Does that mean my paranoia is justified?

Warren Blair
Reply to  Carbon Bigfoot
January 16, 2018 3:52 pm

That’s a conspiracy in my book!

Annie
Reply to  Carbon Bigfoot
January 16, 2018 5:30 pm

No probs here in Aus.

Greg
Reply to  Carbon Bigfoot
January 17, 2018 2:25 am

Not a conspiracy at all….. just all us mods conspiring to …. . That is what conspiracy means ! It does not mean something which is untrue.

rogerthesurf
Reply to  George Tetley
January 16, 2018 11:58 am
Reply to  George Tetley
January 16, 2018 1:55 pm

For your entertainment:
https://youtu.be/GXE_n2q08Yw

Bill5150
Reply to  George Tetley
January 16, 2018 2:10 pm

Yes George, and bullshit, bullshit, bullshit! In the geologic record it is very obvious when the Aborigines turned up as the layer of burned material caused by them begins then. From about 100,000 years ago, I don’t know the exact timeline because its not of particular interest to me, also this is when all the mega fauna was killed off…well before the bloody Holocene!
And since 8,000 years ago we have actually cooled greatly from the optimum high , and then warmed to another much warmer period than now, and then cooled again and then heated again and then cooled again, and then warmed again during the Egyptian optimum, then cooled back to the beginnings of glaciation again and then warmed up again during the Roman warm period, then cooled again, more ice, then warmed again for the Medieval warm period, then cooled again for the Little Ice Age…and now here we are at about the Holocene average and intelligent non hysterical prognostications are that we will now go back into another cooling period.
Maybe even back into a proper ice age as that is completely inevitable and the time frame is…now!
I hate the warmist scum, are you with me?

tty
Reply to  Bill5150
January 17, 2018 4:09 am

Actually the aborigines arrived about 45 000 years ago.

Komrade Kuma
Reply to  George Tetley
January 17, 2018 6:20 am

Spot on George, Gobble, Gobble, Gobble up those ‘research’ funds. Just like a Turkey .. whoops I mean Turney.

Kerry
January 16, 2018 7:11 am

So population density increased 140% (355/147 km^2/person)due to a decrease in land area of 22%?

commieBob
Reply to  Kerry
January 16, 2018 7:28 am

If people were uniformly distributed, a density of one person per 150 square km would pretty much guarantee that young fertile people would never get together to breed. 🙂

jon
Reply to  commieBob
January 17, 2018 1:28 pm

That must be why Australia has been so relatively unpopulated.
Not enough propinquity for relations!

schitzree
Reply to  Kerry
January 16, 2018 7:31 am

Yep, apparently over a period of 2 or more Millenia, as the world came out of an Ice Age.

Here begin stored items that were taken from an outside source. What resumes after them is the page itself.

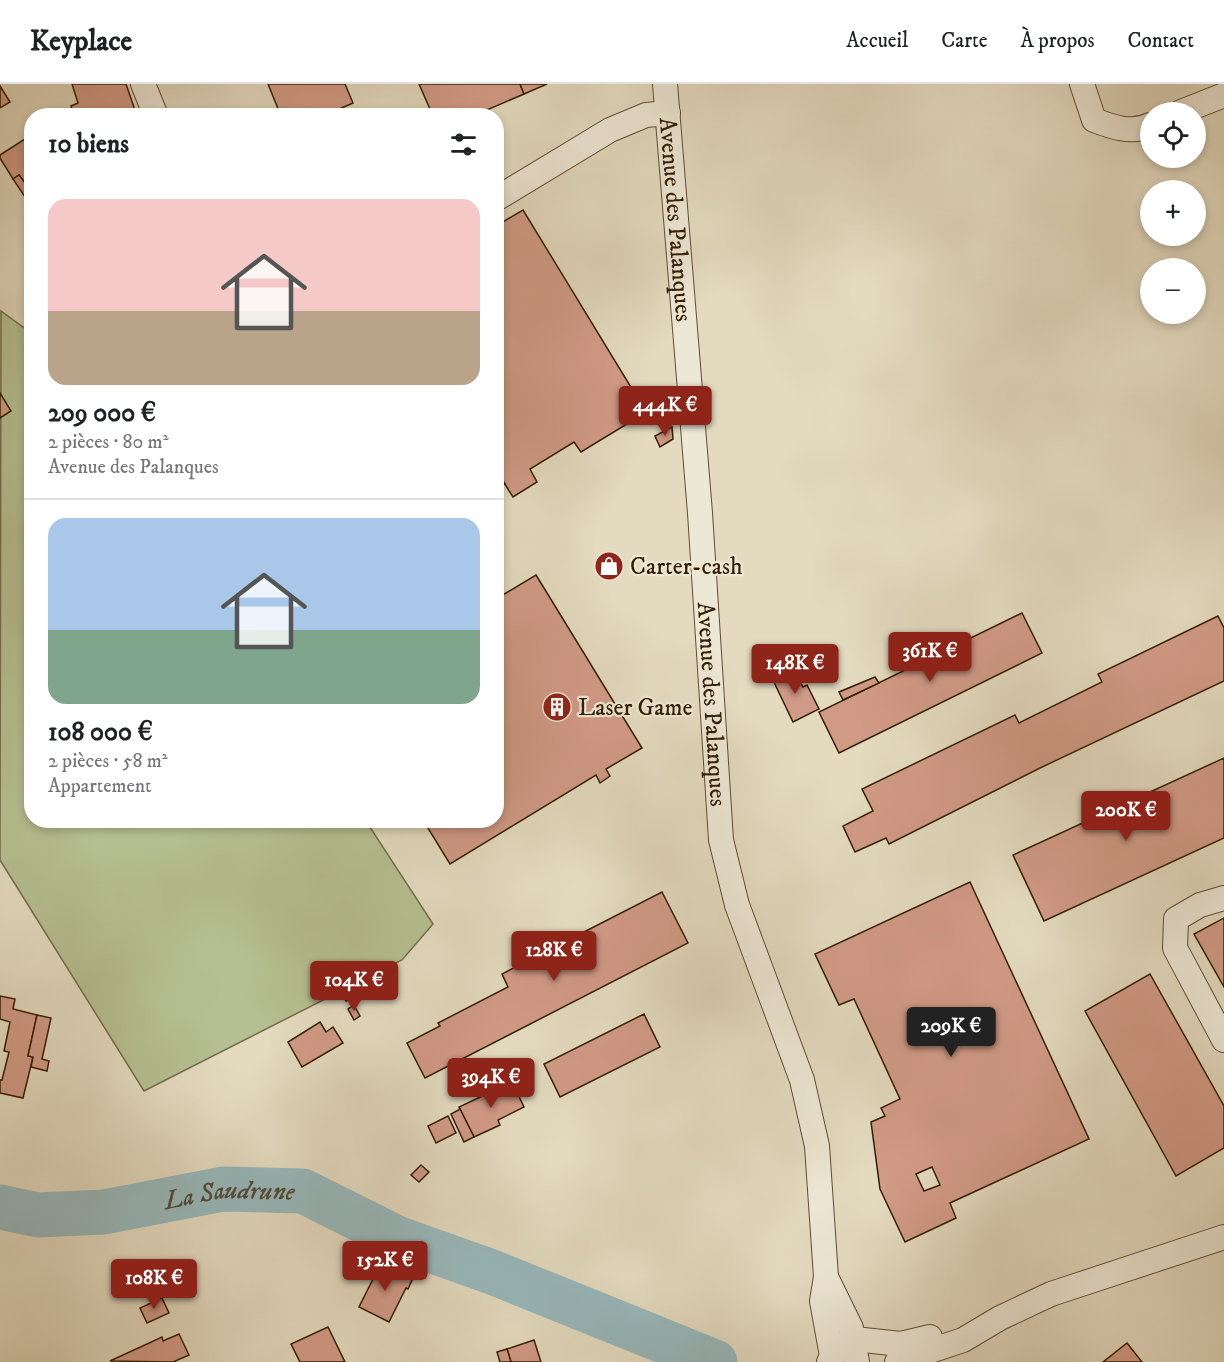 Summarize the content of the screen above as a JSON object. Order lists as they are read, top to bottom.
{
  "streets": {
    "street": ["Avenue des Palanques"]
  },
  "water": ["La Saudrune"],
  "places": {
    "shop": ["Carter-cash"],
    "building": ["Laser Game"]
  },
  "page": {
    "header": "Keyplace",
    "nav": [
      "Accueil",
      "Carte",
      "À propos",
      "Contact"
    ],
    "map_buttons": ["+", "−"],
    "heading": "10 biens",
    "list": [
      {
        "name": "209 000 €",
        "note": "2 pièces · 80 m² · Avenue des Palanques"
      },
      {
        "name": "108 000 €",
        "note": "2 pièces · 58 m² · Appartement"
      }
    ],
    "price": [
      "444K €",
      "361K €",
      "148K €",
      "200K €",
      "128K €",
      "104K €",
      "209K €",
      "394K €",
      "152K €",
      "108K €"
    ]
  }
} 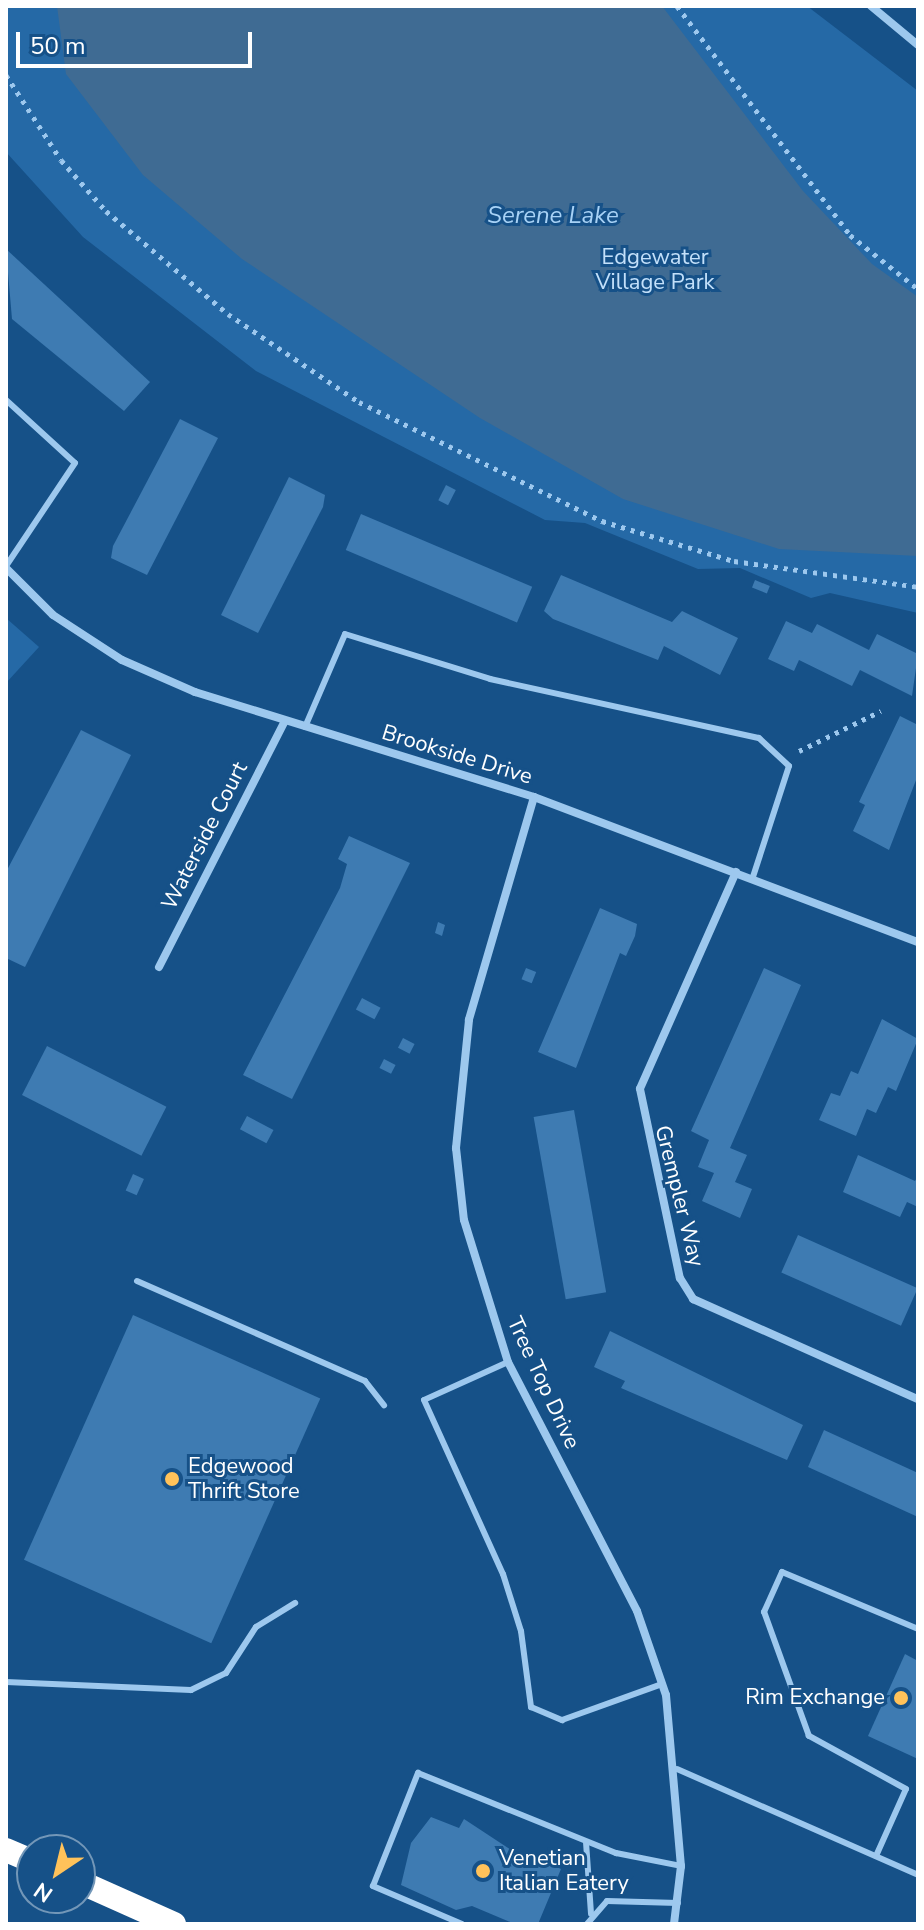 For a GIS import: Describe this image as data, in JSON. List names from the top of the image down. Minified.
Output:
{"streets":{"street":["Brookside Drive","Waterside Court","Grempler Way","Tree Top Drive"]},"crossings":[["Brookside Drive","Waterside Court"],["Brookside Drive","Grempler Way"],["Brookside Drive","Tree Top Drive"]],"water":["Serene Lake"],"parks":["Edgewater Village Park"],"places":["Edgewood Thrift Store","Rim Exchange","Venetian Italian Eatery"],"scale_bar":"50 m","north":"bottom left"}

But I’m sure a warming world had nothing to do with the population increase. After all, the Climate Faithful has told us that it is settled science that warmer is worse.

~¿~

LdB
Reply to  Kerry
January 16, 2018 8:26 am

I love the concept of “1 person every 147 square km” being called squeezed that is probably 3 days walk to your nearest neighbour. The reality was then as now the populations congregated around specific areas hence the term tribal living. The real spacing would be the distance between tribal communities 🙂

larrygeiger
Reply to  LdB
January 16, 2018 8:52 am

Springs, streams and rivers.

Sheri
Reply to  LdB
January 16, 2018 9:22 am

Yes. People on every continent are concentrated on the coasts—which makes sea level rise a great boogyman for global warming. No mention of the intense crowding on the coasts: New York City versus Minot, ND. Why is it okay for there to be millions in NYC but if MInot were to triple in size, that would horrible? The craziness is mind-boggling.

Paul r
Reply to  LdB
January 16, 2018 3:39 pm

Driving to work in peak hour traffic is when i wish there was 1 person per 247 square kms

Paul r
Reply to  LdB
January 16, 2018 3:41 pm

147kms *

Reply to  LdB
January 16, 2018 3:59 pm

According to Wikipedia, which is usually OK for things like this, the US State of Montana (nicknamed “Big Sky Country”) has a population density of 2.73 / sq. km. Anybody who thinks Montana’s population is “squeezed” has a funny definition of the word.

Auto
Reply to  LdB
January 17, 2018 1:39 pm

Coming late to the thread, I looked at the ‘squeezed population of one person per 147 square Km.
I assume that this related to Australia’s present land area [more or less] of 7.6 million square Km.
Very roughly, that gives an estimated population [for “10,000 years ago”] of 5000 people.
Today, Proserpine, Queensland, Queensland, has a population of 3500 [per Wiki and Wiki maps; we all know about the reliability . . .]
I had heard of Proserpine – not sure when.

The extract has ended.